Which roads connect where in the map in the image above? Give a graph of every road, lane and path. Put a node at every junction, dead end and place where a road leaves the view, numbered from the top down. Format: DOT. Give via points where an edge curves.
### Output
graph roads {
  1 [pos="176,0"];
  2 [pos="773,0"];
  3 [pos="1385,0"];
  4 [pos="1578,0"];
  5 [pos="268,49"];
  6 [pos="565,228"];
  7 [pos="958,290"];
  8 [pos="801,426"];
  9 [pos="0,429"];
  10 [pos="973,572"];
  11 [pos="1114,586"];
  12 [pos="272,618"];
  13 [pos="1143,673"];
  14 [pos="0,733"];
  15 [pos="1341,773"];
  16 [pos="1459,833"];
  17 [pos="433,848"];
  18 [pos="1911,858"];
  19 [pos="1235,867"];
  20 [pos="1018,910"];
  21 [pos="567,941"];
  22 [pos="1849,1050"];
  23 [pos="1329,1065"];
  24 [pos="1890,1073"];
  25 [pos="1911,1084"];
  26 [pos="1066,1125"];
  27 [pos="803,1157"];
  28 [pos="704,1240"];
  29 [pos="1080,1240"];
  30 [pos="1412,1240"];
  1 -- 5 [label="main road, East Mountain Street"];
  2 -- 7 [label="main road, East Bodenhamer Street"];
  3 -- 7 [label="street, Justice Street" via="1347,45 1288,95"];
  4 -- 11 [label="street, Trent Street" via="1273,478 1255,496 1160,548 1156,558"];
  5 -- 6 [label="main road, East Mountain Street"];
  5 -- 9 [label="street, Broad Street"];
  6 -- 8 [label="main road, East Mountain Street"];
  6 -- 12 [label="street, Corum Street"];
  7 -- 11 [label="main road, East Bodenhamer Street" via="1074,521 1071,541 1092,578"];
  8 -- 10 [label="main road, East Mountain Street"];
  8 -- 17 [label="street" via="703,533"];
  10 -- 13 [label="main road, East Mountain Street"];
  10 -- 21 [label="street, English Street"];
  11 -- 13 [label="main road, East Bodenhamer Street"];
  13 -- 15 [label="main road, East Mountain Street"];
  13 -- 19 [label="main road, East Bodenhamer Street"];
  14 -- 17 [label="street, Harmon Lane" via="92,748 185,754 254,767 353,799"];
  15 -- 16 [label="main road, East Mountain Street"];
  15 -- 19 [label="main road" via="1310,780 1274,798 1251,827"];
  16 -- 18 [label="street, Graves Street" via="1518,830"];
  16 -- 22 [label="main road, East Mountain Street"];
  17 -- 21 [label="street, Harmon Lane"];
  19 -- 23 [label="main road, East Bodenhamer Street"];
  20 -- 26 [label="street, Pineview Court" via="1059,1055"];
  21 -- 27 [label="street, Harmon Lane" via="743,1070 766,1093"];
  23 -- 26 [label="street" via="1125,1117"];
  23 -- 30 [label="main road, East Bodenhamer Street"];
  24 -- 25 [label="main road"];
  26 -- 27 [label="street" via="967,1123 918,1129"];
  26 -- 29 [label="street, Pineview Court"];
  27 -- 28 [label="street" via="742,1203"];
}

══════════════════════════════

[WHAT YOU HAVE TO DO] For this exercise, work out how many lines in the material include "Mountain", and give only the number.

[RESULT OF THIS TASK] 8